How to use these songs

I’ve seen how a few different classes and schools are using these songs to teach the times tables, and I’ve picked up a few good tips:

  • Get the children up and dancing!  St Michaels year 3’s added a great bit of choreography to Roar where they all crouched and pounced like a lion during the chorus.  Great fun and it gets everyone laughing.  Plenty of research has shown that laughter releases dopamine into your brain, which turns on the learning centres and makes the brain more productive
  • Children need to practise zoning in on the relevant lines of the song.  At the moment it can take some of the lower attainers nearly a full minute to answer 9 x 7 – they sing the whole song, including the non-vocal riffs, and it takes a while to get to the higher numbers!  I’d like to get children answering a sum by only singing 2 or 3 lines of the song.  For example, for 9 x 7 they could sing “49… 8 times 7 is 56… 9 times 7 is 63”.  With practise they would zoom into a smaller and smaller segment of the song, and eventually fix the individual times table fact in their memory.  Maybe a pipe dream?
  • The songs don’t work on their own.  They’re great for getting children motivated, they’re great as a memory aid, but they’re best used as part of a repertoire of strategies.  I have watched classes where children are also shouting them back in a military drill style exercise, writing them on whiteboards, extending the 8’s to the 80’s and the 0.8’s, and so on.  I’d also like to get children examining the patterns of times tables on hundred grids, using Dienes cubes and various other strategies.  Relating the patterns to the number bonds of 10 could be an interesting investigation and powerful in linking together different strands of maths.

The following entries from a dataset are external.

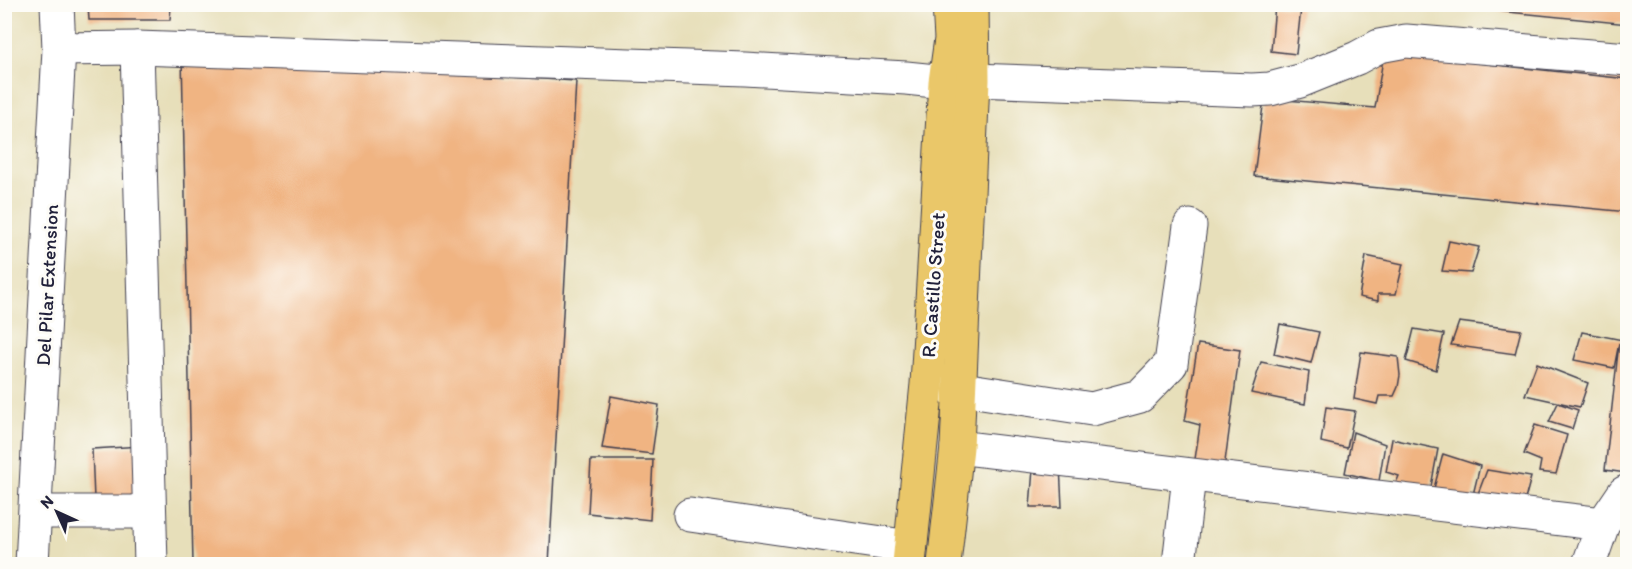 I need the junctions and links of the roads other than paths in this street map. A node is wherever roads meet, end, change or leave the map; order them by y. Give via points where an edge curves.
1 (57, 4) edge
2 (949, 4) edge
3 (972, 4) edge
4 (137, 48) junction
5 (59, 50) junction
6 (1628, 59) edge
7 (959, 81) junction
8 (1190, 226) dead end
9 (927, 384) junction
10 (959, 387) junction
11 (957, 447) junction
12 (1189, 476) junction
13 (1628, 491) edge
14 (36, 512) junction
15 (149, 512) junction
16 (690, 515) dead end
17 (1603, 524) junction
18 (910, 556) edge
19 (32, 564) edge
20 (150, 564) edge
21 (944, 564) edge
22 (1179, 564) edge
23 (1589, 564) edge

1 - 5 street, Del Pilar Extension
2 - 7 main road, R. Castillo Street
3 - 7 main road, R. Castillo Street
4 - 5 street
4 - 7 street via 746,69
4 - 15 street
5 - 14 street, Del Pilar Extension
6 - 7 street via 1406,41 1379,46 1300,81 1270,89
7 - 9 main road, R. Castillo Street
7 - 10 main road, R. Castillo Street
8 - 10 street via 1171,364 1140,396 1092,409
9 - 10 street
9 - 18 main road, R. Castillo Street
10 - 11 main road, R. Castillo Street
11 - 12 street
11 - 21 main road, R. Castillo Street
12 - 17 street
12 - 22 street
13 - 17 street
14 - 15 street
14 - 19 street, Del Pilar Extension
15 - 20 street
16 - 18 street
17 - 23 street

Hints and tips – How to run a music collaboration with a secondary school

The musical times tables project works brilliantly as a standalone project in a single school.  The children enjoy singing songs that they know, it is effective in helping them (and the teachers!) learn their times tables, and they love writing their own songs to be performed by the school.  But collaborating with a secondary school really steps it up a notch!

What the secondary school get from it:

  • Kudos and great PR
  • A motivating project for A-level music students…
  • …Which could contribute towards two separate modules (Performance and Music in the community)
  • Enjoyment for all involved (including the leadership of the school and the federation, who came to watch part of the event and loved it!)

What the secondary school need to provide:

  • Band
  • Venue and technical support for recording
  • Some time after recording for mastering/post-production (for our 6 songs this took one afternoon of an engineer’s time)
  • Time and support for the band to practise the songs (I spent 6 hours outside my usual job role attending their music lessons to provide instruction – this could have been done by a Secondary school teacher)

Here’s the process I followed (in addition to the weekly assemblies with the year 5/6 children):

  • Early Feb – emailed the Director of Music with the idea of the project.  It took very little to persuade him!
  • Throughout Feb – created the musical arrangements in Sibelius (music software), which exports pdf music and sound files for the full arrangement and for each individual part
  • Throughout Feb – Director of Music put together a band of year 12 students
  • Late Feb/early March – started meeting some of the students (the Director of Music brought them to our assembly)
  • Late Feb/early March – shared the Sibelius export files with the secondary teachers and students using dropbox
  • Throughout March – secondary students practise their music at home and start rehearsing together in their music lessons
  • Mid March – assemblies stepped up to twice weekly, to get extra time to rehearse the children and tidy up the songs
  • End March – attended 2 triple music lessons to advise and direct the band – this proved to be vital, although if I had taken less of a key role in the process they would have been able to manage it themselves with their teachers
  • 2 days in advance – double-length assembly with half of the band attending – to run through the final structures of the tunes and to prep the children on what to expect in a recording situation (e.g. lots of patience, re-runs, leads trailing over the floor, red light means silence for recording, OK to chat in the gaps but need to quieten down ultra-quickly at my whistle, etc)
  • Early April – Recorded the tunes in the secondary school theatre, with the band playing live throughout.  Behaviour was exempliary and the children picked themselves up to sing with energy even on the 5th take of each song.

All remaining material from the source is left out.